Content Description top ↑

A major research goal in Quarternary sciences today is the reconstruction of past glacial fluctuations. Glacial deposits constitute an important terrestrial record of climate change. Linking the past athmospheric circulation pattern to terrestrial climate proxies is essential for an understanding of climate-glacier interaction. Surface exposure dating with cosmogenic nuclides produced in rock surfaces is an innovative technique for numerical dating of glacial landforms. Surface exposure dating has provided to be an invaluable tool for numerical dating of moraines. However, the surface exposure ages of moraine boulders cannot always be equated to the age of the landform. A detailed review of processes that affect moraine boulders in different glacial environments shows that precise exposure ages are more probably derived from small valley glaciers, whereas exposure ages from moraine boulders deposited in glacial environments where dead ice prevailed after deglaciation show a wide scatter in ages. Different interpretation models for surface exposure ages from moraines are summarized.

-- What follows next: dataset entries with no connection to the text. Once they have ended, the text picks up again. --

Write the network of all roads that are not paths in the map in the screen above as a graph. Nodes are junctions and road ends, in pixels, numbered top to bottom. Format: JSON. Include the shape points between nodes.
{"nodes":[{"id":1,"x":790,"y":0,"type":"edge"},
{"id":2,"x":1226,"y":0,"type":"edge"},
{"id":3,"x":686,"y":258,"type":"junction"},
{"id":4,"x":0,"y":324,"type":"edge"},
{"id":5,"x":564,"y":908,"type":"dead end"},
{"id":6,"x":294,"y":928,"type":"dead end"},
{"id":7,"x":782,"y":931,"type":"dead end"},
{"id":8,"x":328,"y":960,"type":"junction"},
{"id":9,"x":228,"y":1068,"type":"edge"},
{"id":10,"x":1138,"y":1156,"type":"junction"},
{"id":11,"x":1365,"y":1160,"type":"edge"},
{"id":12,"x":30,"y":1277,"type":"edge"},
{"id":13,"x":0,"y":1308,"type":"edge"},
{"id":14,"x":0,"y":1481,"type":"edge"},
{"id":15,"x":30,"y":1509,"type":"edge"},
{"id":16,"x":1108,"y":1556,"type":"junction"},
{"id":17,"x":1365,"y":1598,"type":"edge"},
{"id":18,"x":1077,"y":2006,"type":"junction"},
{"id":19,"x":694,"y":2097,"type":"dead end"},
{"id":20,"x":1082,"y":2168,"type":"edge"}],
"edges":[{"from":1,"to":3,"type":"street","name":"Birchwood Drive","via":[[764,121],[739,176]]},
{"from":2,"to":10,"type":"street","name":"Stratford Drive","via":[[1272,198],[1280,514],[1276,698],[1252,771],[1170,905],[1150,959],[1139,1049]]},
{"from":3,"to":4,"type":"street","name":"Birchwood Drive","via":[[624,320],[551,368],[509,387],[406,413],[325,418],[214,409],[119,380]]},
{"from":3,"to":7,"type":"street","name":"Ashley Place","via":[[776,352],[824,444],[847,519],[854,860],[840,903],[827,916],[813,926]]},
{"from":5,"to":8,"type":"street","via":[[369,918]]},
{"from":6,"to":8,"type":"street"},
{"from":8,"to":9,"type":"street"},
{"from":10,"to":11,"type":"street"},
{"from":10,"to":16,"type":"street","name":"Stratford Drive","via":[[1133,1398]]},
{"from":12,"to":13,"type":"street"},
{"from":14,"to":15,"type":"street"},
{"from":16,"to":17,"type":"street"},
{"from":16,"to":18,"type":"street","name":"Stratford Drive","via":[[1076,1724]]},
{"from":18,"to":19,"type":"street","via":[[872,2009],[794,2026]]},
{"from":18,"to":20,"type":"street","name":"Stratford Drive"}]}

Bespr.: Erdkunde Bd. 62 Heft 4 (2008) top ↑

The actual publication of Reuther is a throughout revised and condensed version of her dissertation connected to a major research project on surface exposure dating between the Alps and the Altai. Consequently, it contains three main parts. The first part, covering about 40 pages, gives an introduction into the methodology, and general information about related calibration and interpretation. The second main part of the work contains the detailed results from the chosen study areas, presented separately in four chapters. Finally, a synthesis about the calculated former ELAs and the conclusions put the regional findings together to gain a more general outline for both, geochronological and methodological aspects. The appendix contains some detailed information about the individual samples and the dating procedure.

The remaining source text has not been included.